SSL/TLS Traffic Decryption—The ALB supports SSL offload, performing SSL/TLS decryption on the incoming connection request, which terminates the SSL traffic on the load balancer before sending the decrypted requests to the application. Certificate management integration is also provided with the AWS Certificate Manager, as shown in Figure 5-18.

Managing SSL/TLS certificates are shown in the security settings.
Figure 5-18 AWS certificate manager can help manage SSL/TLS certificates

The ALB also supports an identification process called server name indication (SNI), which lets the ALB use more than one certificate per ALB. This allows you to use multiple websites with separate domains behind the same ALB. SNI allows the assigning of the correct secure sockets layer/transport layer security (SSL/TLS) certificate to the associated server allowing the ALB to send the website or domain’s public key to the end user to establish a secure connection with the load balancer. ALB supports the classic RSA, the industry standard in asymmetric keys, and the newer Elliptic Curve Digital Signature Algorithm (ECDSA), which is defined as elliptic curve cryptography. Both of these certificate options can be currently used for faster authentication purposes. However, most SSL/TLS certificates are still being signed with RSA keys. However, the newer ECDSA standard has a couple of features that make it appealing for mobile communications. First, a 256-bit elliptic curve key provides the same amount of protection as a 3,248-bit symmetric key. Second, a smaller number of keys requires less back-and-forth communication and therefore less bandwidth for mobile applications to securely authenticate using ECDSA keys. Tests have shown that when ECDSA is compared to Rivest–Shamir–Adleman (RSA) in regard to the TLS handshake, ECDSA communication is 9 times faster. ECDSA was popularized due to its use by Bitcoin. It is also used by Apple’s iOS and iMessage. ECDSA may be something to consider for mobile applications hosted behind an ALB.
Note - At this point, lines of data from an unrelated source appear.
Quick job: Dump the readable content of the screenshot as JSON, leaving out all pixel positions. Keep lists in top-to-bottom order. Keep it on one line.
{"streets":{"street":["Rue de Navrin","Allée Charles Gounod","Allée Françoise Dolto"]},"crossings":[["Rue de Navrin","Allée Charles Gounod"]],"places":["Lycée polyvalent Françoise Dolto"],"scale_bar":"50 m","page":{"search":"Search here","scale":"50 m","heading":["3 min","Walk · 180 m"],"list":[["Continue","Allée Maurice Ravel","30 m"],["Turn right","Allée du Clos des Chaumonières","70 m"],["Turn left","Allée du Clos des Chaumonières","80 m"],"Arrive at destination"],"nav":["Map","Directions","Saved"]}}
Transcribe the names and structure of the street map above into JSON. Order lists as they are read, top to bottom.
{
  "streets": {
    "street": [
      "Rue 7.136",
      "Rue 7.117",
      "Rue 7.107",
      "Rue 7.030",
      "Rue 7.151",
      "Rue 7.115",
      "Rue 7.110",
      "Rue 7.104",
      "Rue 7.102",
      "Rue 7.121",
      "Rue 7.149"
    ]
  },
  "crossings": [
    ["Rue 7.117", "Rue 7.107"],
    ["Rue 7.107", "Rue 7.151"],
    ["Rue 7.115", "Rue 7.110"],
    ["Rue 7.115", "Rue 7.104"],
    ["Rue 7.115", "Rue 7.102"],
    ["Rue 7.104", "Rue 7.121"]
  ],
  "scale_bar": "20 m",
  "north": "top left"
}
Up to 25 certificates can be attached per ALB.

IPv4 or v6 support—The IP address type for your Internet-facing load balancer supports both IPv4 and IPv6 addresses; internal load balancers must use IPv4 addresses.

Routing—Using the ALB, content-based, path-based, and host-based routing are supported, allowing connection requests to individual services contained within a domain or container based on the type of the request. Routing to multiple domains hosted in multiple target groups is supported based on the host field or URL path of the HTTP header.

Dynamic port mapping—The ALB supports load balancing containers running the same service on the same EC2 instance where the containers are hosted. When your ECS task definition is launched multiple times on the same EC2 container instance, the containers are running the same service but are individually accessible because the dynamic port mapping process assigns a random port to each container task. Within the target group, the targets for each service will have different dynamically assigned ports. Dynamic port mapping is not supported on the CLB.


ELB load-balancing options integrate with EC2 instances, EC2 auto scaling, Certificate Manager, CloudWatch, Route 53, and, if you’re using the ALB, you can also add a web application firewall (WAF) ACL for additional protection.

Connection draining—Once an EC2 instance that is registered with a load balancer is tagged as unhealthy by failing its health checks, the connections to the instance are closed through a process called connection draining. Connection draining from the point of view of the load balancer keeps existing connections open until the client closes them but prevents new requests from being sent to the instances that are tagged as unhealthy.

Connection draining is also a handy administrative option to remove instances from a load balancer target group when maintenance is required; for example, it’s time to update a healthy instance with a new version of itself. Performing the deregistration process on an instance as shown in Figure 5-19 starts the connection draining process keeping the existing connections open, providing enough time to complete all ongoing requests. An instance that is in the process of deregistering will not accept new connection requests.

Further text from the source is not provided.